Now of course when I say the movie is efficient, I do not at all mean that it is barebones. For while the efficiency of the animation goes a long way in building believable characters and motivations, it is the sheer abandon with which the animators try to fill the screen that moves it to a transcendent level. It is absolutely audacious that in a time when every second of animated film required hours and hours of work that Snow White contains as many fantastic visual gags as it does.
It is equally audacious that Walt and his animators found time to animate more than a half-dozen woodland creatures with multiple numbers of each kind just for the sheer joy of it. But it is this scene and scenes like this that help infuse the movie with most of the warm humour that helps balance out the more serious (and scary) aspects of the movie. And by striking this balance between humour and pathos, Walt found the key to how animation could sustain itself to feature-film length.
And in talking about all this I still haven’t talked about the music, which again does so much to transport us into this fairyland. The score itself is simply filled with lush earworms but the songs themselves are truly what helps make this movie soar. An over-analysis of the film can allow us to make fun of the fact that Snow White falls in love with the prince on the basis of one song. But in real time, we believe that silliness plausible simply on the strength of that song. It is that good.
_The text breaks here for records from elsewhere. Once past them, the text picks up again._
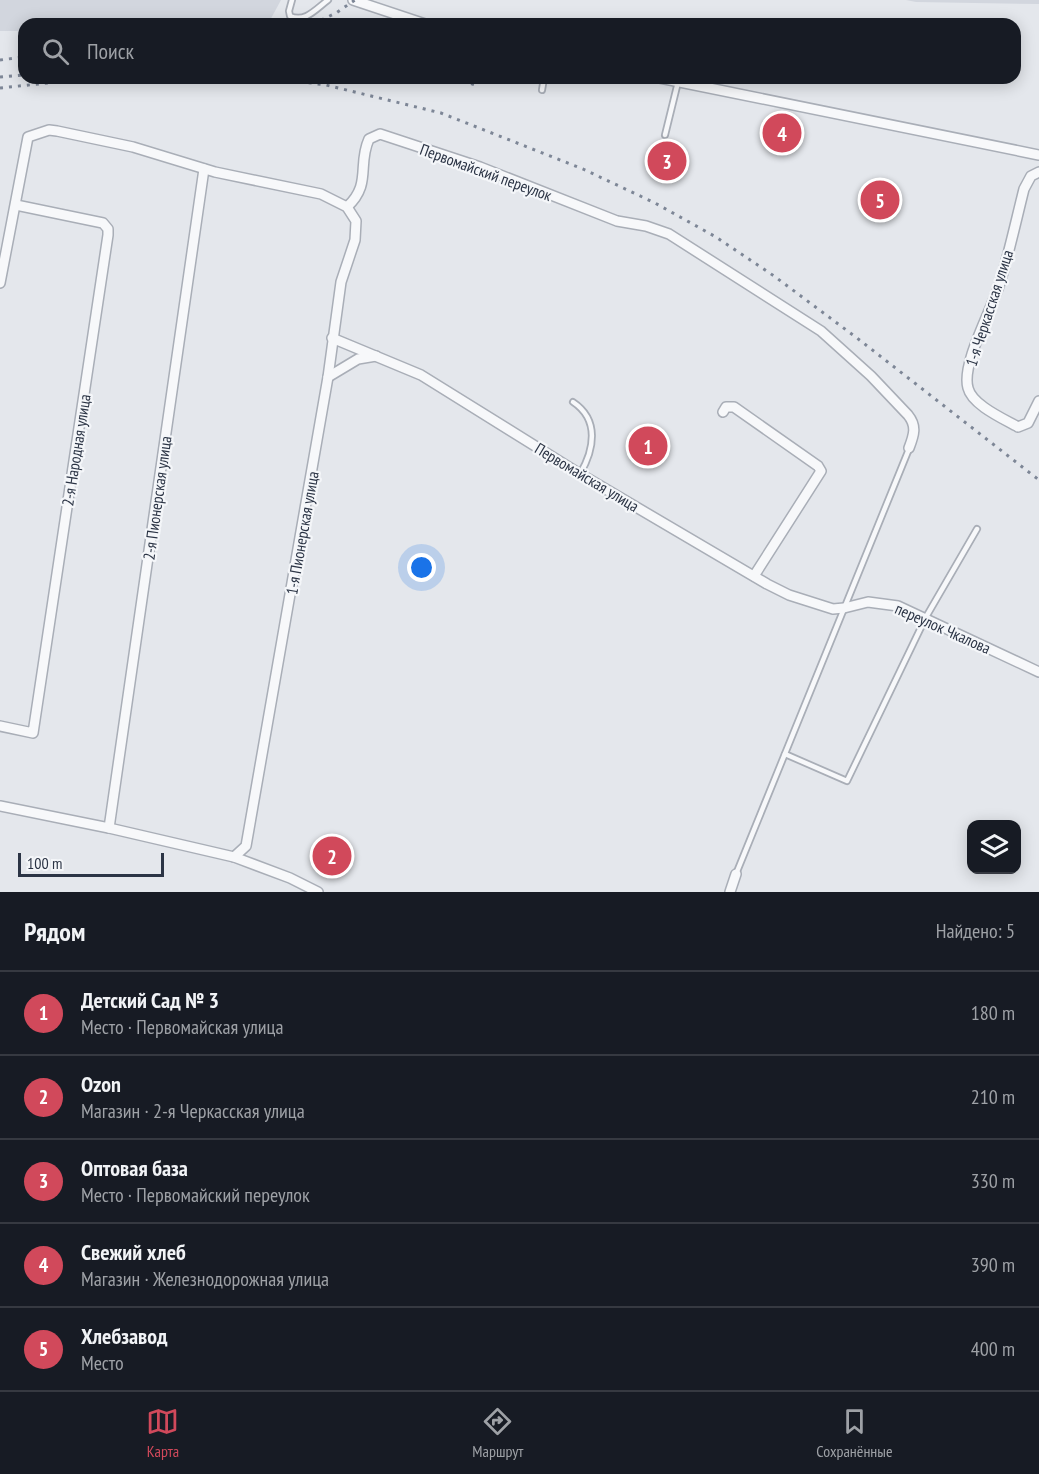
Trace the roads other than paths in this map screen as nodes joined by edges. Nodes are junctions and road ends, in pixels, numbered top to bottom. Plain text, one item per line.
1 (292, 0) edge
2 (328, 0) edge
3 (353, 0) edge
4 (298, 18) edge
5 (302, 18) edge
6 (407, 18) edge
7 (543, 84) edge
8 (678, 84) edge
9 (687, 84) edge
10 (542, 90) dead end
11 (665, 135) dead end
12 (1039, 155) edge
13 (204, 169) junction
14 (1039, 171) edge
15 (16, 205) junction
16 (347, 207) junction
17 (0, 283) edge
18 (332, 338) junction
19 (376, 356) junction
20 (328, 377) junction
21 (1039, 401) edge
22 (573, 402) dead end
23 (723, 412) dead end
24 (909, 448) joint
25 (580, 474) junction
26 (977, 529) dead end
27 (754, 576) junction
28 (844, 609) junction
29 (926, 617) junction
30 (1039, 672) edge
31 (0, 726) edge
32 (785, 754) junction
33 (0, 806) edge
34 (109, 828) junction
35 (234, 857) junction
36 (736, 874) joint
37 (318, 892) edge
38 (730, 892) edge

1 - 4 lane
2 - 5 lane
3 - 6 street
7 - 10 lane
8 - 11 lane
9 - 12 street
13 - 15 street
13 - 16 street
13 - 34 street, 2-я Пионерская улица
14 - 21 street, 1-я Черкасская улица
15 - 17 street
15 - 31 street, 2-я Народная улица
16 - 18 street, 1-я Пионерская улица
16 - 24 street, Первомайский переулок
18 - 19 street, Первомайская улица
18 - 20 street, 1-я Пионерская улица
19 - 20 street
19 - 25 street, Первомайская улица
20 - 35 street, 1-я Пионерская улица
22 - 25 lane
23 - 27 street
24 - 28 lane
25 - 27 street, Первомайская улица
26 - 29 lane
27 - 28 street, Первомайская улица
28 - 29 street, переулок Чкалова
28 - 32 lane
29 - 30 street, переулок Чкалова
29 - 32 lane
32 - 36 lane
33 - 34 street
34 - 35 street
35 - 37 street
36 - 38 street

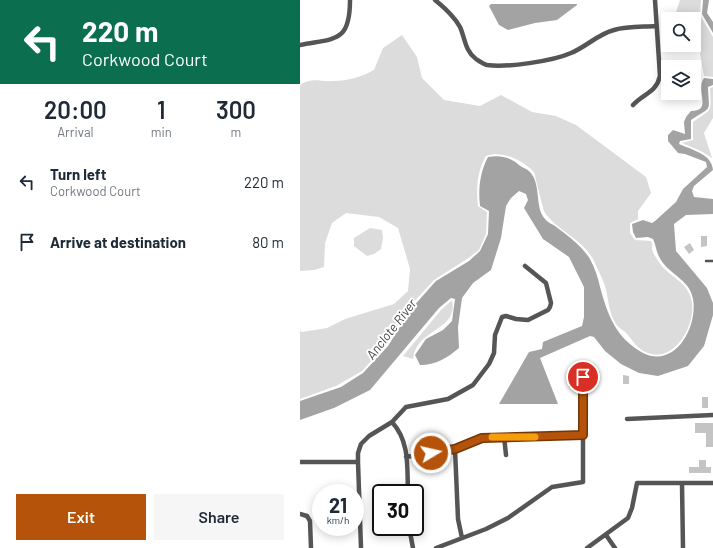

All this to say that by the time we get to the final scene, the movie has earned it’s emotional payoff. We, like the dwarfs, are heartbroken at Snow White’s apparent demise. We are relieved that the Evil Queen is no more, even if it does nothing for our grief. And we believe that the tears the dwarfs shed are real. By packing every frame with important narrative details, balancing humour and pathos, and making the film gorgeous to look at and listen to, Walt and Co. pulled off a film that was every bit as effective and powerful as any of its live-action counterparts.
Critics were right in the years of production to have called this project Walt’s folly. By all conventional wisdom the whole thing should’ve been a crazy pipedream, a case of Icarus flying too close to the sun. And yet it is is precisely because Walt pushed the art-form to its absolute limit that the movie works as well as it did. And 80 years later we still haven’t stopped talking about just how miraculously good this thing is. The “prince ex machina” ending feels abrupt and a little contrived, and the gender issues in this movie still remain at best slightly problematic. But the fact is that right out of the gate Walt created a masterpiece. And cinema is all the better for it.